### PROBLEM TO SOLVE
The lines to copy are those with "graph" in them. Pull each one from the entries below.

(INPUT DATA)

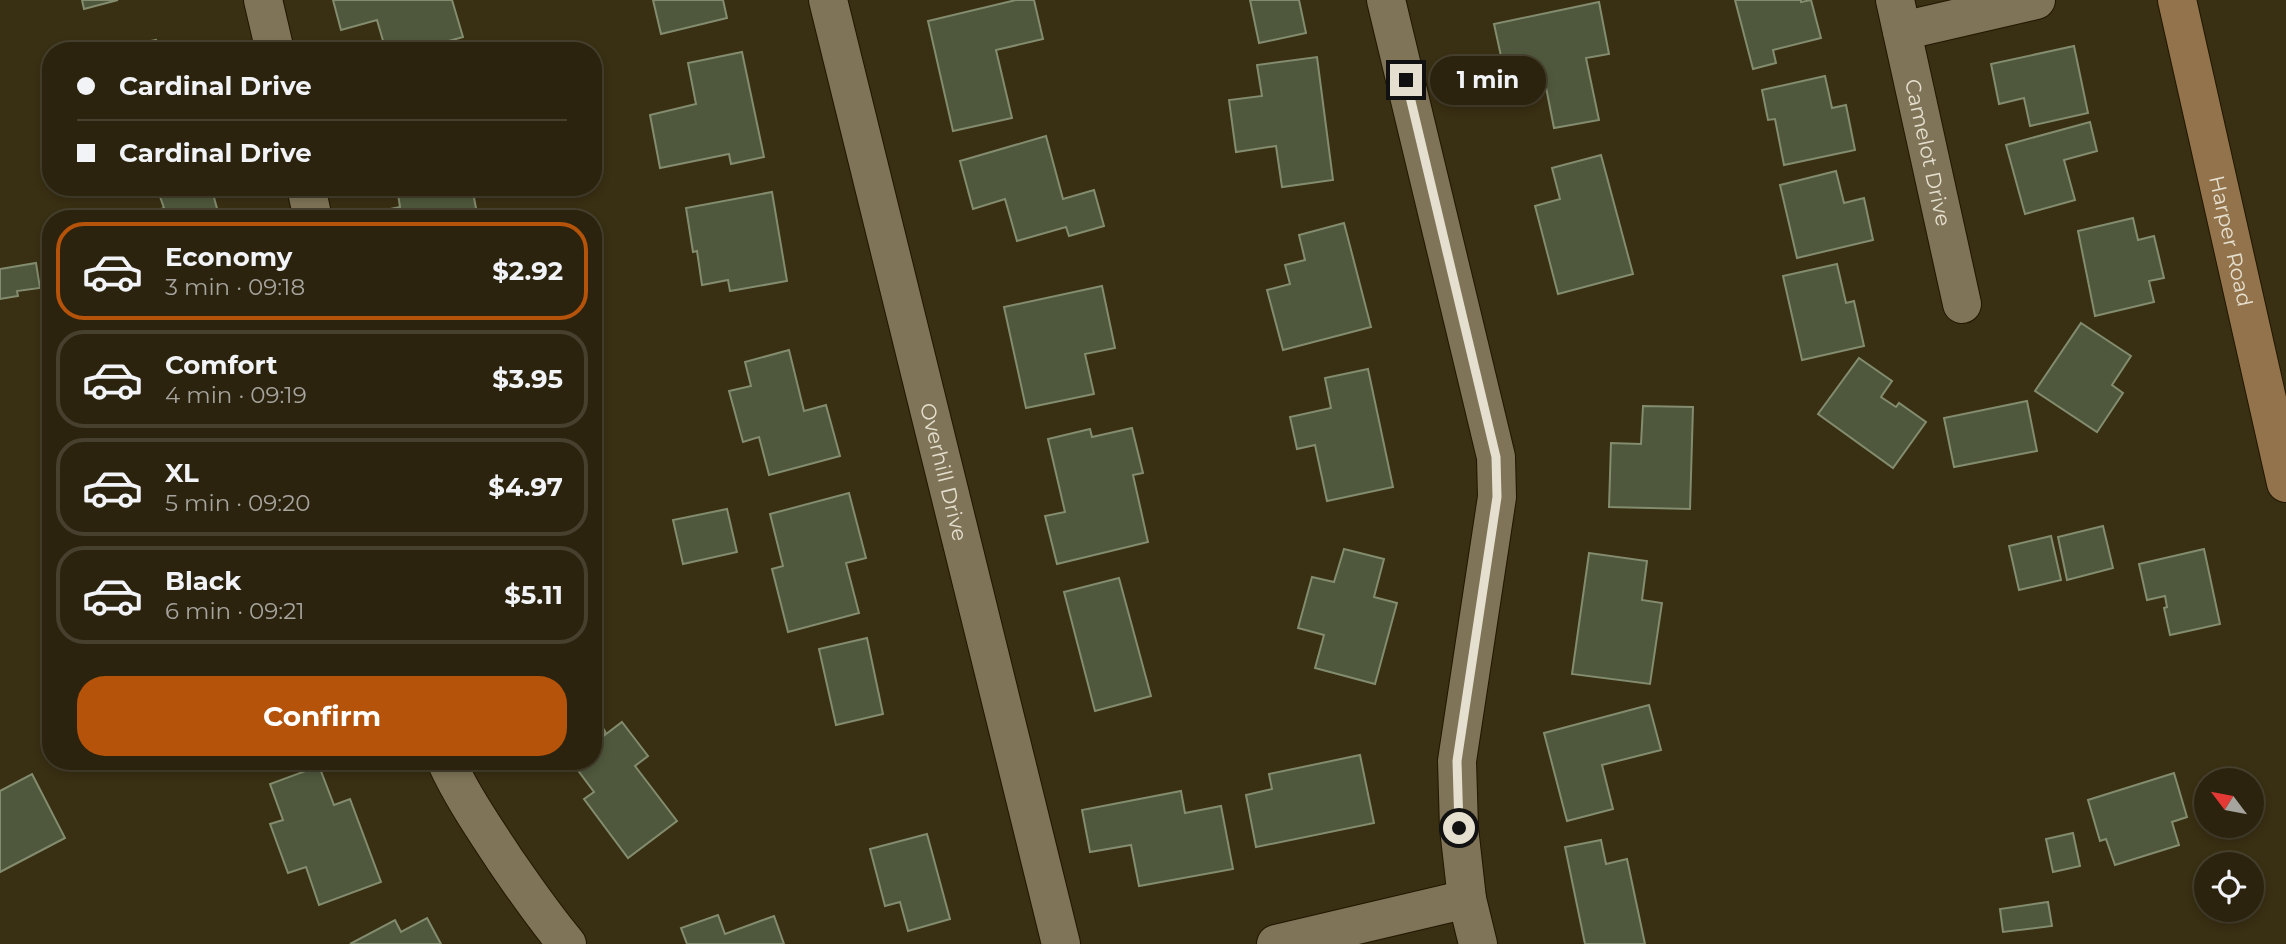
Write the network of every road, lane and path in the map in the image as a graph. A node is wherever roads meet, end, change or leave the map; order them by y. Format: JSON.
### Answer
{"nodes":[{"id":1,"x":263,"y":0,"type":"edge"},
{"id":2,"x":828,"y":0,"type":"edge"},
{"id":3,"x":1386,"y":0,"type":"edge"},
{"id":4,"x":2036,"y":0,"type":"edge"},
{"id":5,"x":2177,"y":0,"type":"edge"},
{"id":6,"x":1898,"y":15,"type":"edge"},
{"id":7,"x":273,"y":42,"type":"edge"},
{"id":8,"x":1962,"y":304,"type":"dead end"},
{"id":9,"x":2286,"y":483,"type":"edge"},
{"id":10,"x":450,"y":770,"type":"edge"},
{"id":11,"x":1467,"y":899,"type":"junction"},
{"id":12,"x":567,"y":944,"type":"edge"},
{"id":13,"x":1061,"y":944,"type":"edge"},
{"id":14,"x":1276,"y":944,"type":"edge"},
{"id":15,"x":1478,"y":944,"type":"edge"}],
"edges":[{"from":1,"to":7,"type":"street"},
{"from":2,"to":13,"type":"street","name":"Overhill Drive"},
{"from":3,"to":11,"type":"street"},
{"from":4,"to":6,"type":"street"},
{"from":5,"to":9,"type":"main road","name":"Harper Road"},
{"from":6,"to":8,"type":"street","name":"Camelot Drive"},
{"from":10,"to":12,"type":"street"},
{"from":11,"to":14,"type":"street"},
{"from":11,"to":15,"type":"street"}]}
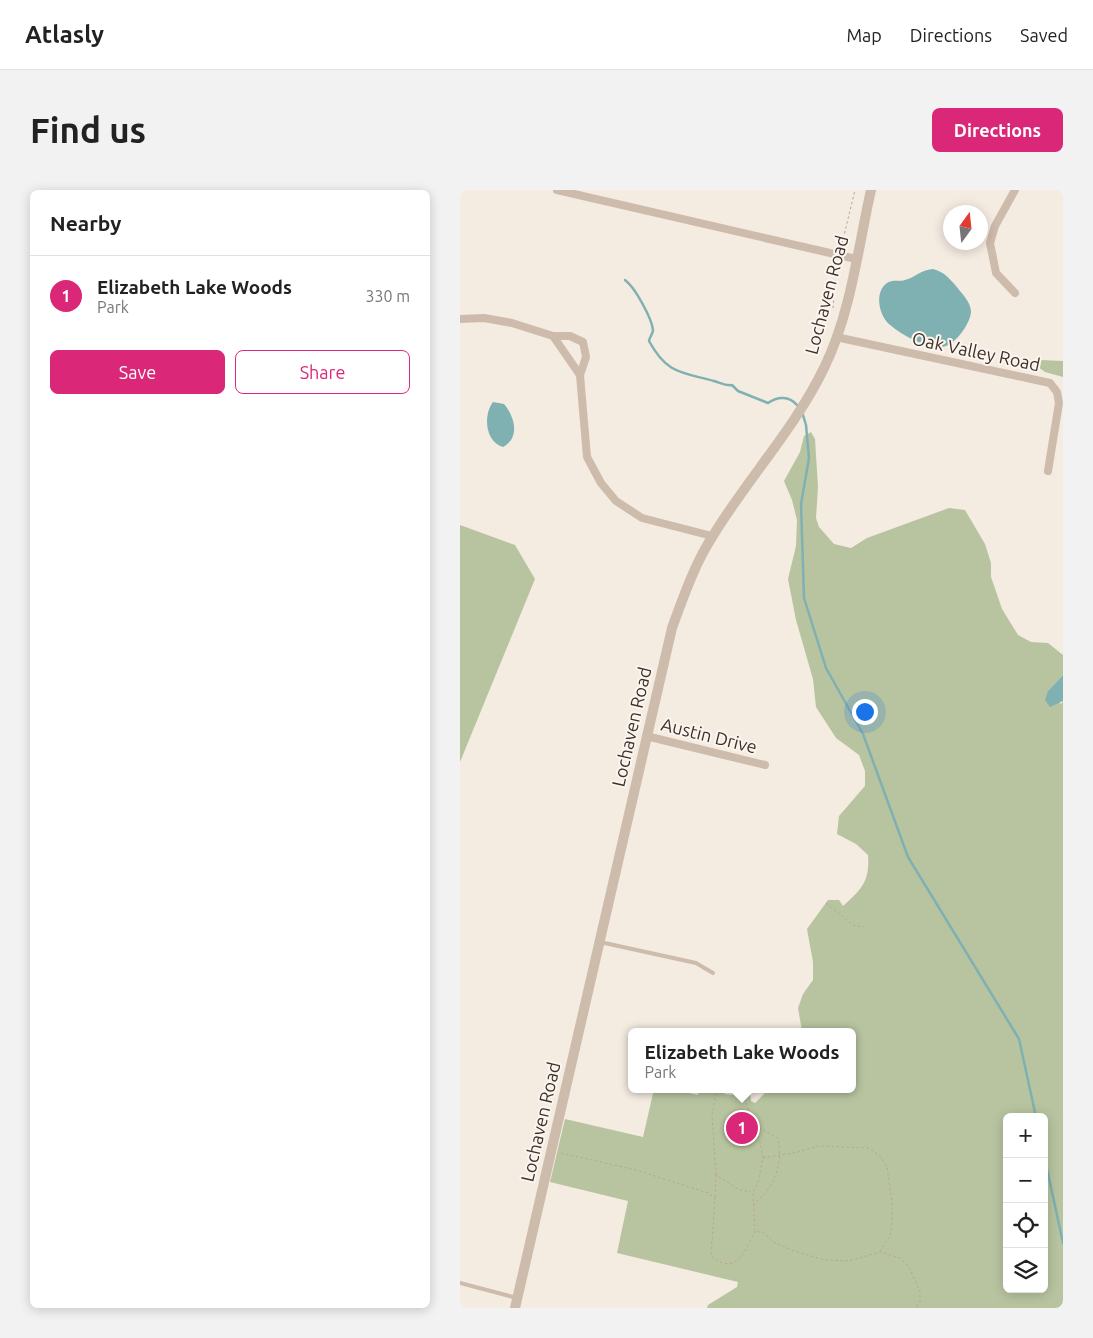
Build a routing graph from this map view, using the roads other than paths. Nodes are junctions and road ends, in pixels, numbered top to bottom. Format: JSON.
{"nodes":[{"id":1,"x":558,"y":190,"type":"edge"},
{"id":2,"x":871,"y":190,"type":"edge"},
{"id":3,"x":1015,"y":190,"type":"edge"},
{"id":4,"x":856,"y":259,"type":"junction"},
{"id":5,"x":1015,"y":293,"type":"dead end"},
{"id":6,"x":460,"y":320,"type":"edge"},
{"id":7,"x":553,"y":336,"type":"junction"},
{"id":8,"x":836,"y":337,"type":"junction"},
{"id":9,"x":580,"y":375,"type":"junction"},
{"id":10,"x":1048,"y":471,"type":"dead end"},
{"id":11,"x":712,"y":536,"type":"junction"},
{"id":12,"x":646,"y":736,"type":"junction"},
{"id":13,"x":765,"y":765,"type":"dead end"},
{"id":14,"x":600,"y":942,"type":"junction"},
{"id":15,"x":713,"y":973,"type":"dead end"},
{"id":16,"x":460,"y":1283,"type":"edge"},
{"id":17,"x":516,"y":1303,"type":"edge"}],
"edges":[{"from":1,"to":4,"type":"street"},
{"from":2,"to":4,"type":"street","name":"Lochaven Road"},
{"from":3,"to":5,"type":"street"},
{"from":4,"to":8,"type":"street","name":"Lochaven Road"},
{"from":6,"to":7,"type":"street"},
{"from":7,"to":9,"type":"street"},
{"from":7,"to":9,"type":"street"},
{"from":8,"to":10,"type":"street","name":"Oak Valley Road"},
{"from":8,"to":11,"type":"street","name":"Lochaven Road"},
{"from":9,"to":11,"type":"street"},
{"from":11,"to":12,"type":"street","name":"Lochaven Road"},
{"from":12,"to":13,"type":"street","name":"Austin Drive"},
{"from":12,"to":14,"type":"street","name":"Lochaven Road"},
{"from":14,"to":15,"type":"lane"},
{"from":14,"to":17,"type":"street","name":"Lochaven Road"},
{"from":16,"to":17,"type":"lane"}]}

(End INPUT DATA)

### ANSWER BOX
Write the network of every road, lane and path in the map in the image as a graph. A node is wherever roads meet, end, change or leave the map; order them by y. Format: JSON.
Build a routing graph from this map view, using the roads other than paths. Nodes are junctions and road ends, in pixels, numbered top to bottom. Format: JSON.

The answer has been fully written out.